As calls for increased social responsibility echo through the halls of Kidscreen Summit—and within the TV community at large—BBC Children’s and Sky Kids have joined forces in the name of Project Hope, a new content campaign designed to promote global kindness and tolerance.
BBC’s Alison Stewart and Sky Kids’ Lucy Murphy are searching for global children’s broadcasters and media companies to join the initiative, the aim of which is to co-produce and finance a series of short films and idents under the Project Hope banner.
Broadcasting partners will co-fund the films, which will air simultaneously worldwide. There’s also a pledge to create legacy outreach materials that can be used by schools.
The first films will be screened this December at the Children’s Global Media Summit in Manchester, UK.
A number of global broadcasters have already pledged their support for the cause, but Stewart and Murphy hope to find additional partners at this week’s Kidscreen Summit.
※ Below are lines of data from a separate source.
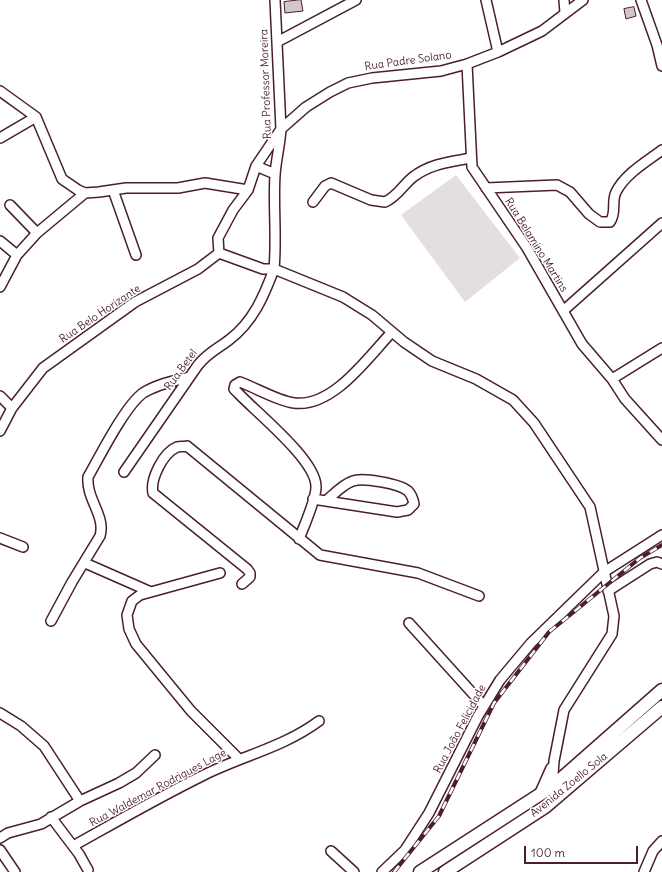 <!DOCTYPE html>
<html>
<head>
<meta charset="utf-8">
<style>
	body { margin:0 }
	#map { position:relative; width:662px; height:872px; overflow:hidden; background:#fff; font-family:Delius,sans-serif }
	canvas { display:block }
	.scale { position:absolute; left:524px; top:846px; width:114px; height:18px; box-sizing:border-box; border:2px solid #4a1f2b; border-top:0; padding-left:5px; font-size:12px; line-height:14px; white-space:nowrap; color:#4a1f2b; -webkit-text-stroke:3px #fff; paint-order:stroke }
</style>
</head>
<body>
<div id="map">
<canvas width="662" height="872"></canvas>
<div class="scale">100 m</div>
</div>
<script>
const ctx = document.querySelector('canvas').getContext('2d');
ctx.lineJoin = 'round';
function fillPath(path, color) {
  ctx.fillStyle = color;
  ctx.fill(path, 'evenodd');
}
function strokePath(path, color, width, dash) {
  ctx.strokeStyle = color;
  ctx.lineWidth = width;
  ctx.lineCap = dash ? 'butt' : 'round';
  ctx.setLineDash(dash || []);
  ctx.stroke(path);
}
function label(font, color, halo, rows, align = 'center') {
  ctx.font = font + ' Delius,sans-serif';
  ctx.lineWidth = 3;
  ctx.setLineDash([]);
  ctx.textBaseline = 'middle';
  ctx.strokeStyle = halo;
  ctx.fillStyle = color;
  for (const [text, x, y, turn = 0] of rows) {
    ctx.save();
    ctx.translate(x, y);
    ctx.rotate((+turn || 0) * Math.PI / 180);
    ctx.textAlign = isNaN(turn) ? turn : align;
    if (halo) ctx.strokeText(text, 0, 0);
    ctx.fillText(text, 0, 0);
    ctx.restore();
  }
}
fillPath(new Path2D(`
	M 456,175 L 520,258 L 465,302 L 401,215 Z`), '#e5dee0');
const building = new Path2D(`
	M 301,0 L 303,11 L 285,13 L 284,2 Z
	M 634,7 L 636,16 L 626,19 L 624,9 Z`);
fillPath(building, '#d2c7cb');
strokePath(building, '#4a1f2b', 1);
const minor = new Path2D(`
	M 275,0 L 281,129 C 280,145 276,160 275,175 C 273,206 277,237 274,269 L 343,297 L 372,315 L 404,342 L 432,361 L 476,379 L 513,400 L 534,423 L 590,507 L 614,616 L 612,634 L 564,710 L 554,761 L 552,788
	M 486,0 L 498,52
	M 564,0 L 565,13
	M 641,0 L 657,45 L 662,66
	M 277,42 L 356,0
	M 467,64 L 472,167 L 527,248 L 582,344 L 612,379 L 625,399 L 662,440
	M 0,91 L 36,117 L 62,179 L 78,190 L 85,193 L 99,192 L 126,188 L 178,188 L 205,183 L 248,190
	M 0,138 L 36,117
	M 256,166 L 275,174
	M 486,188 L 557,185 L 570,192 L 589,214 L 600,222 L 610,222 C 617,212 611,202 616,192 C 625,174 646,162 662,150
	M 113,190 L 136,255
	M 313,202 L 325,186 L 331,183 L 371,200 L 385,202 C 397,197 403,185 413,177 C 430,164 449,162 471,158
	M 10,205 L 37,233
	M 0,241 L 17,255
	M 0,287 L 17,255 L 37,233 L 85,193
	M 563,311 L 662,223
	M 612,379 L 662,348
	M 0,396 L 12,408
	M 0,431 L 12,408 L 43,368 L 135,302 L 198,269 L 219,253 L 218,238 L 233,210 L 248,190 L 256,166 L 281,129 L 306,107 L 330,92 L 348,83 L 372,78 L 441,71 L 467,64 L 498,52 L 542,31 L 583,0
	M 124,472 L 198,365 C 209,352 216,350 229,340 C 253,322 264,296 274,269 L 263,269 L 219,253
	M 313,499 L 397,512 L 408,510 L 414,504 C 413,499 412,495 408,491 C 400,484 363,477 353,481 C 343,484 334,494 326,501
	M 0,538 L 23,547
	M 299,539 C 304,526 316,500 316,487 C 317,461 257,413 239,394 L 234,389 L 235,385 L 240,382 C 256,388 278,401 294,403 C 333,408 368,357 392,332
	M 85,563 L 151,592
	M 220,573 L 140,595 L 132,601 L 127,615 L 129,629 L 136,644 L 191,711 L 239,759
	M 242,584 L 250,577 L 250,573 L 247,569 L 153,493 C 150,479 163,453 177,447 C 180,446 184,447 187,446 L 320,555 L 418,573 L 479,596
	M 608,591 L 650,564 L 657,562 L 662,564
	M 51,621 L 72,582 L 100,536 C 106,516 86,499 88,477 C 100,456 125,406 143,393 C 157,384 174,381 189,377
	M 409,623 L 484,706
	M 0,713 L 21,726 L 44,746 L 80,801
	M 539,795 L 551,768
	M 51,817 L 79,854 L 88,870
	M 0,838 L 8,833 L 41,824 L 80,801 L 119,783 L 136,773 L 155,755
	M 73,846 C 116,822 159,797 204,775 C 242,756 284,747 319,721
	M 0,850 L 15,872
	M 331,851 L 354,872
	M 382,872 L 405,850 L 429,813 L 478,716 L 500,680 L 531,643 L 604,572 L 662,535
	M 644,872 L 653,851 L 662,841`);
const major = new Path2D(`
	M 420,872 L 553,786 L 662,690
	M 445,872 L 545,807 L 662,707`);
strokePath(minor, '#4a1f2b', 12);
strokePath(major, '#4a1f2b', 15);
strokePath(minor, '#fff', 9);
strokePath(major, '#fff', 12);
const rail = new Path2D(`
	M 394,872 L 439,816 L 494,703 L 549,632 L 640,558 L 662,545`);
strokePath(rail, '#4a1f2b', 4);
strokePath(rail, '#fff', 2.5, [8]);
label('11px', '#4a1f2b', '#fff', [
	["Rua Padre Solano",408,61,-8],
	["Rua Professor Moreira",266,84,-92],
	["Rua Belamino Martins",536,245,58],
	["Rua Belo Horizante",100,314,-34],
	["Rua Betel",181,370,-54],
	["Rua João Felicidade",460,729,-62],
	["Avenida Zoello Sola",569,785,-39],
	["Rua Waldemar Rodrigues Lage",158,788,-28]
]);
</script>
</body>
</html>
The four-day event kicked off with a resaerch-driven keynote from Harvard professor Dr. Richard Weissbourd on the very topic of instilling tolerance among kids.
The initiative on the part of the pubcaster and pay-TV operator also comes in the wake of Brexit, and as kids’ exposure to global events—like the refugee crisis and racial bullying—has been heightened through access to smartphones and social media outlets.